あなたには高校生の息子がいます。夏休みのある晩、友だちと花火大会に出かけ、夜中の二時に帰ってきました。あなたは、十二時には帰ってくると思っていたので、何か起こったのではないかととても心配して、イライラしながら待っていたのでした。

非主張的(な反応):
帰ってきたのを見て、息子には何も言わず、黙って眠りにつく。

攻撃的(な反応):
「一体、今まで何をしていたんだ!今何時だと思っている!一晩中人を寝かせないつもりか。まったく思いやりも何もない奴だ」と、いきなり怒鳴る。

アサーティブ(な反応):
「とても心配したよ。十二時には帰ると言っただろう。だからすごく気になってね。大丈夫だったのか?遅くなると電話してほしかったな」と、相手を責めるのではなく、しかしはっきり自分の気持ちを伝える。


上記の引用では、高校生の保護者による3通りの反応が示されています。

3つめの反応であるアサーティブなコミュニケーションとは、平木さんの言葉を借りると「さわやかな自己表現」「自他尊重のコミュニケーション」を意味します。

ここには言葉遣いだけでなく、その裏の考え方や、非言語的な表現も含まれます。

また、対子どもや対目下だけではなく、あらゆる相手を想定しています。

コミュニケーションの「理想の型」と「自分(や相手)の癖」について学び、その差を縮めるテクニックをいくつか持っておくことは、対人ストレスの軽減につながるはずです。

Aさんには、この事例を紹介しておりました。

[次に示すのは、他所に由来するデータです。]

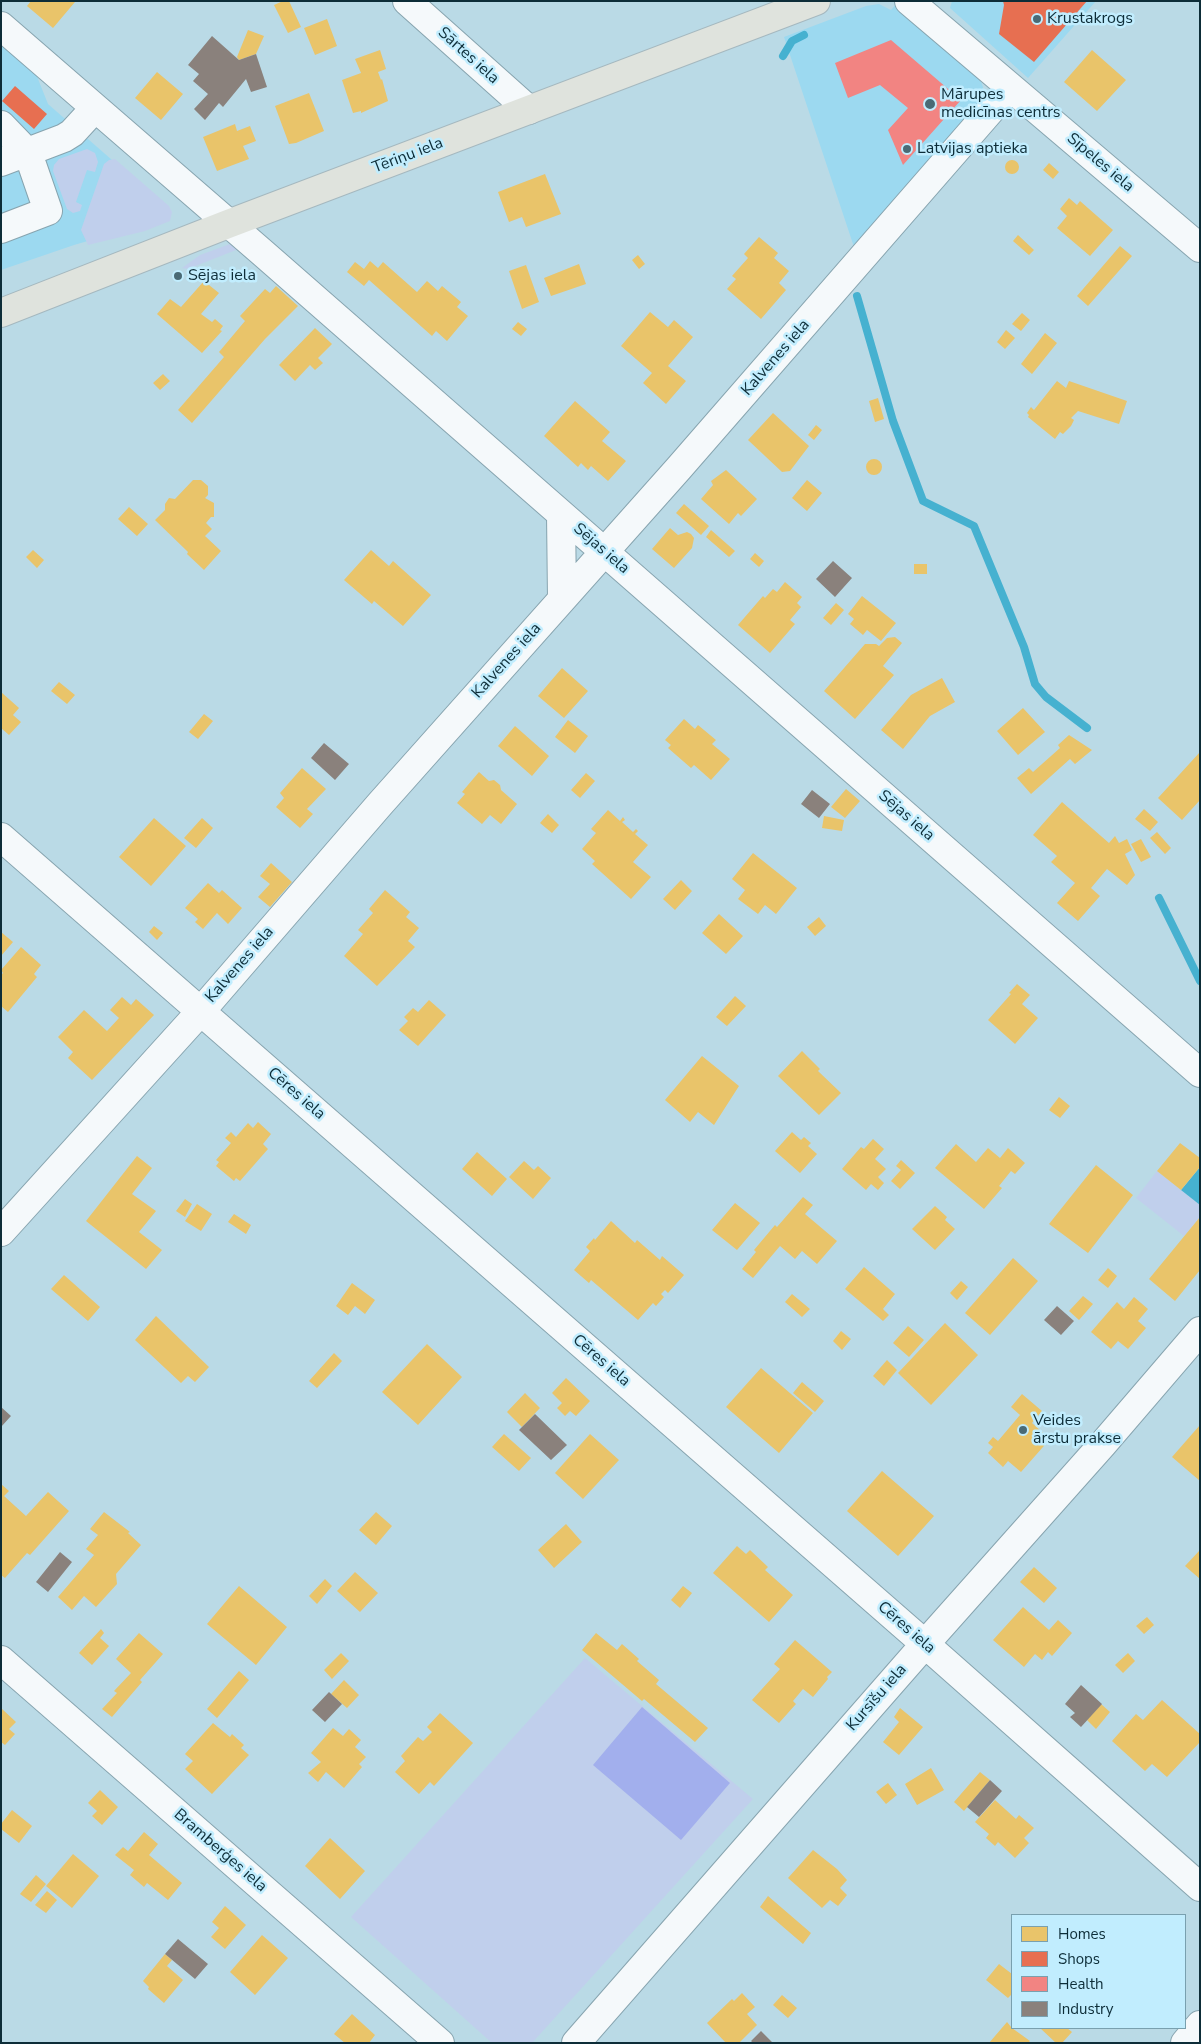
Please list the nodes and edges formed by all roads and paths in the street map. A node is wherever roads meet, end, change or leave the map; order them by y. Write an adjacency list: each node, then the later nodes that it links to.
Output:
1 (407, 1): 7 (street, Sārtes iela)
2 (816, 1): 7 (main road, Tēriņu iela)
3 (909, 1): 5 (street, Sīpeles iela)
4 (1, 26): 6 (street, Sējas iela)
5 (1010, 88): 13 (street, Sīpeles iela); 16 (street, Kalvenes iela)
6 (95, 108): 9 (street); 11 (street, Sējas iela)
7 (529, 110): 11 (main road, Tēriņu iela)
8 (1, 125): 9 (street)
9 (28, 153): 10 (street); 12 (street)
10 (1, 162)
11 (228, 224): 14 (main road, Tēriņu iela); 15 (street, Sējas iela)
12 (1, 229)
13 (1200, 248)
14 (1, 313)
15 (561, 514): 16 (street, Sējas iela); 17 (street)
16 (604, 551): 17 (street, Kalvenes iela); 20 (street, Sējas iela)
17 (562, 599): 19 (street, Kalvenes iela)
18 (1, 837): 19 (street, Cēres iela)
19 (201, 1011): 21 (street, Kalvenes iela); 23 (street, Cēres iela)
20 (1200, 1073)
21 (1, 1232)
22 (1200, 1331): 23 (street, Kursīšu iela)
23 (925, 1644): 25 (street, Cēres iela); 28 (street, Kursīšu iela)
24 (1, 1660): 27 (street, Bramberģes iela)
25 (1200, 1887)
26 (1200, 2025): 29 (street)
27 (440, 2043)
28 (576, 2043)
29 (1185, 2043)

そしてAさん自身も、コミュニケーションの「理想の型」と「自分の癖」とのギャップを認識し、自分なりにその差を縮める努力をされたそうです。

きっと私の見えないところでは、苦労されていることもあると思いますが、ここまで模範的な経過をたどると「もはや私は不要なのでは(^_^;)」と私が弱気になるほどのご報告でした。

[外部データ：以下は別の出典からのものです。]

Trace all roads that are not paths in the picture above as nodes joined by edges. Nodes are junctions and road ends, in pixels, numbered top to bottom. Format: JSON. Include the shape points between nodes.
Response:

Aさんご夫妻なら、この調子で乗り越えていけると思います。

まとめ

いまや保護者や子どもにとって、かつてないほど選択肢がたくさんある時代です。

選択肢が増えている分、選ぶのも難しくなります。

受験をするかしないか、学校選び、進路選択に限らず、子育ては選択の連続です。

決断の場面が増えると、必然的に利害関係者(主に出資者や子育て当事者、つまり配偶者や祖父母や子本人)との意見対立も増えますね。

建設的な話し合いならまだしも、相手の話を真っ向から否定したり、聞く耳すらもたないのは残念です。

判断を迫られる局面こそ、効果的なコミュニケーションをとりながら成長を喜びあえるといいですね。

今回は、「学校調査代行」から家庭内コミュニケーションの話題に及んだケースでした。